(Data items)
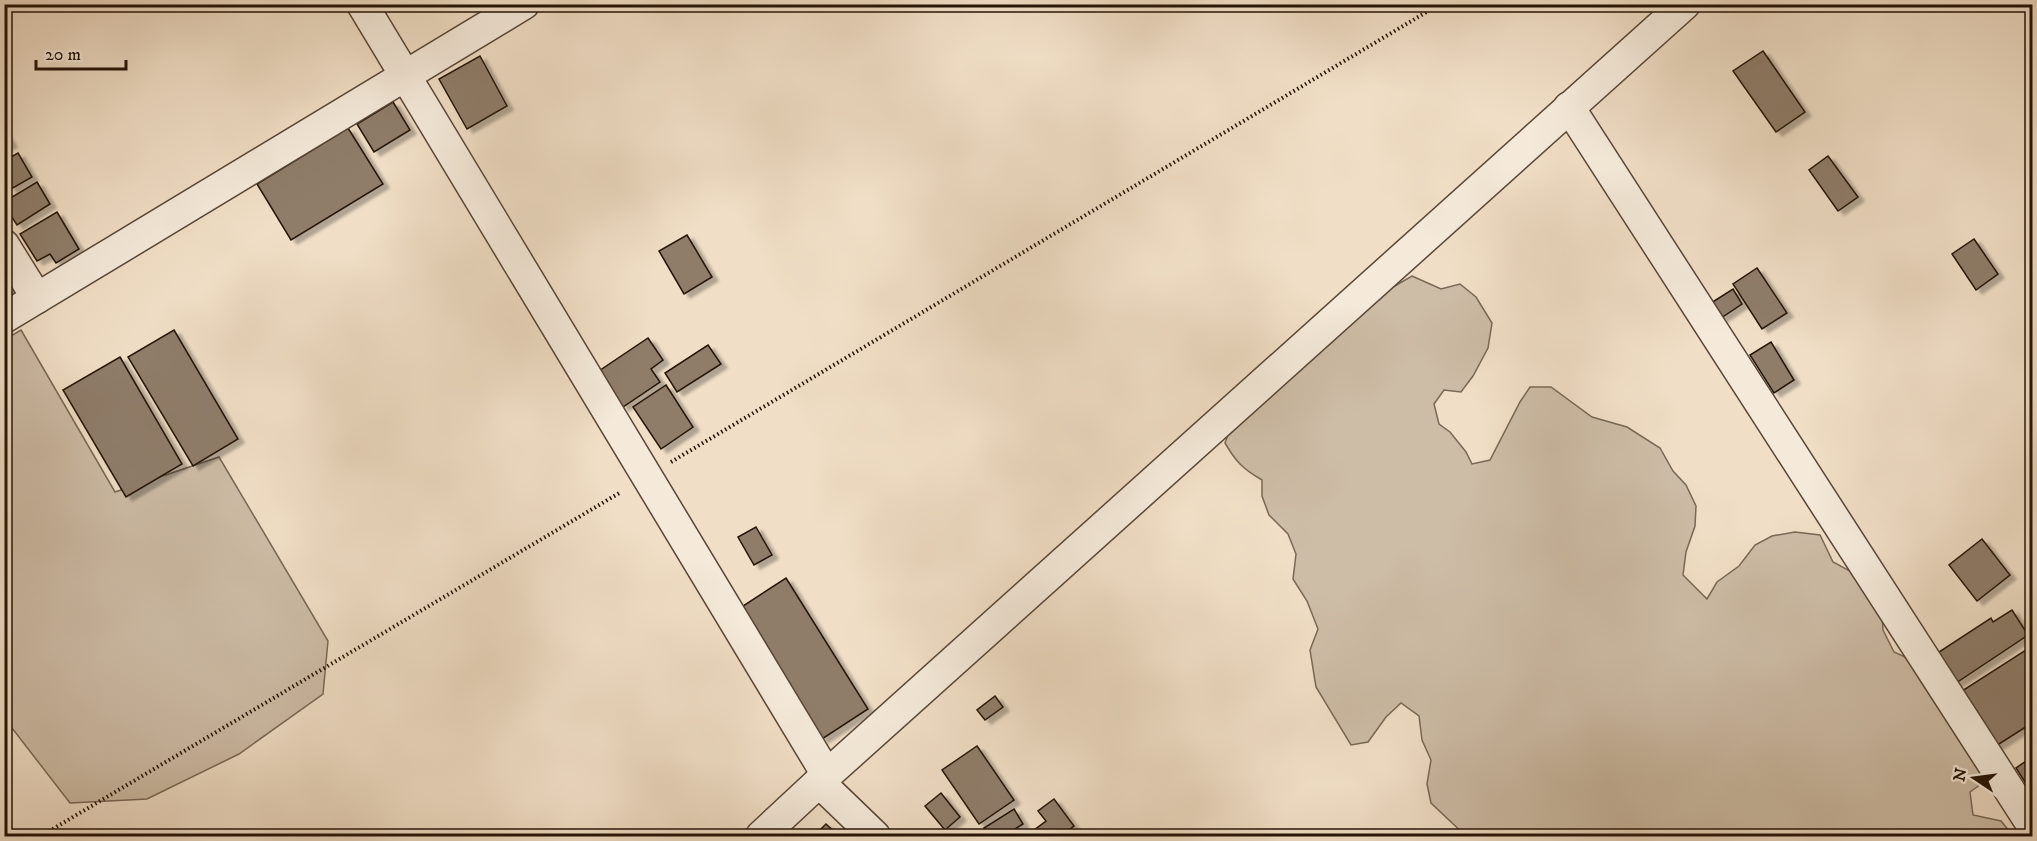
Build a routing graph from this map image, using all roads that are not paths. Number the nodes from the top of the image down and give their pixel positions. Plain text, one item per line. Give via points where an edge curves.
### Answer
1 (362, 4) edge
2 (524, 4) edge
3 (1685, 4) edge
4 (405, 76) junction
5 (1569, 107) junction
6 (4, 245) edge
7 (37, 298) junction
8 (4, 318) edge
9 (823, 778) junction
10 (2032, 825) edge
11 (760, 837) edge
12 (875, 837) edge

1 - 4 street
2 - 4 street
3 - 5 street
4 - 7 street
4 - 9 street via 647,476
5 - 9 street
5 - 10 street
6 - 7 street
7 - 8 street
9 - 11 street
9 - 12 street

**EXERCISE PROMPT:**
Repeat the records above exactly. Pictures do not belong in the copy.

**OUTPUT BELOW:**
Build a routing graph from this map image, using all roads that are not paths. Number the nodes from the top of the image down and give their pixel positions. Plain text, one item per line. Give via points where an edge curves.
### Answer
1 (362, 4) edge
2 (524, 4) edge
3 (1685, 4) edge
4 (405, 76) junction
5 (1569, 107) junction
6 (4, 245) edge
7 (37, 298) junction
8 (4, 318) edge
9 (823, 778) junction
10 (2032, 825) edge
11 (760, 837) edge
12 (875, 837) edge

1 - 4 street
2 - 4 street
3 - 5 street
4 - 7 street
4 - 9 street via 647,476
5 - 9 street
5 - 10 street
6 - 7 street
7 - 8 street
9 - 11 street
9 - 12 street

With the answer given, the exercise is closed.